Return, with both end lines included, exactly what the data below holds from the line with "pinky pip: (354, 237)" through the line with "index tip: (124, 72)", though not the pictures.

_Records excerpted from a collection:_
+ + +

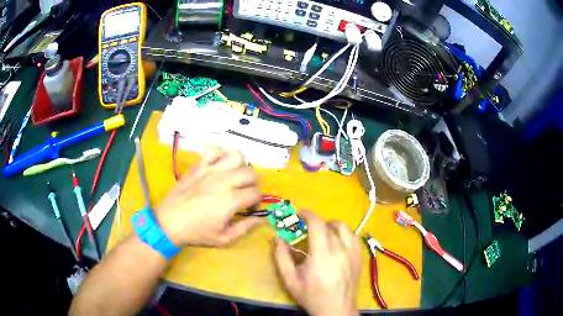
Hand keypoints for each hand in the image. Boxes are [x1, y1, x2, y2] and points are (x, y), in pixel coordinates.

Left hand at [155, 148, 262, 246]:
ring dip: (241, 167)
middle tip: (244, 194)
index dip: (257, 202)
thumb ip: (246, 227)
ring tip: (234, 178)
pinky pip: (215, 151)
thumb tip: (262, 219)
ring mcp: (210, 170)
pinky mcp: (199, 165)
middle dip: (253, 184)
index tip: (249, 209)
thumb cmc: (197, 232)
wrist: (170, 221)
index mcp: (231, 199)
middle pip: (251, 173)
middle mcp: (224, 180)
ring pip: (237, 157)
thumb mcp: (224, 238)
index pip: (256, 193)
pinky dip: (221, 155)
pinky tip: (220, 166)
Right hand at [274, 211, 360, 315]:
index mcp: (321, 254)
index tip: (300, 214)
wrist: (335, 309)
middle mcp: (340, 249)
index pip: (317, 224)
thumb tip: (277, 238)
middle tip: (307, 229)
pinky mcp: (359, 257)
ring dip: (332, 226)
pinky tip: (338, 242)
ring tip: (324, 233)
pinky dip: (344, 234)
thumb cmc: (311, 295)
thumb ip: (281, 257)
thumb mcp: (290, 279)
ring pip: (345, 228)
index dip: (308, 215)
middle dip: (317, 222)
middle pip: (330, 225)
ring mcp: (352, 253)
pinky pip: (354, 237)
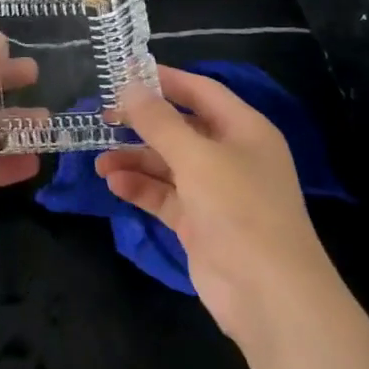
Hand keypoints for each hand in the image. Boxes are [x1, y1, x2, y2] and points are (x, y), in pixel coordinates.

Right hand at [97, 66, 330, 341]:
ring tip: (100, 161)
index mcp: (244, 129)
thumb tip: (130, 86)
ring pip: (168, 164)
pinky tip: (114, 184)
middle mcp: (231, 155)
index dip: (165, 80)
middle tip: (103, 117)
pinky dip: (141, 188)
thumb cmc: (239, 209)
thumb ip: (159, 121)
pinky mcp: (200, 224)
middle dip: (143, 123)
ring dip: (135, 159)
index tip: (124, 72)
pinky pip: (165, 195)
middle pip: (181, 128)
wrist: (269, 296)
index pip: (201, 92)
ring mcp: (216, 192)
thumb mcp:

+ + +

_Expected output:_
pinky pip: (354, 237)
Hand keypoints for each hand in the image. Boxes are [x1, y1, x2, y2] and points are (x, y), in pixel coordinates.

Right hand at [97, 66, 330, 341]:
ring tip: (100, 161)
index mcp: (244, 129)
thumb tip: (130, 86)
ring pip: (168, 164)
pinky tip: (114, 184)
middle mcp: (231, 155)
index dip: (165, 80)
middle tip: (103, 117)
pinky dip: (141, 188)
thumb cmc: (239, 209)
thumb ip: (159, 121)
pinky mcp: (200, 224)
middle dip: (143, 123)
ring dip: (135, 159)
index tip: (124, 72)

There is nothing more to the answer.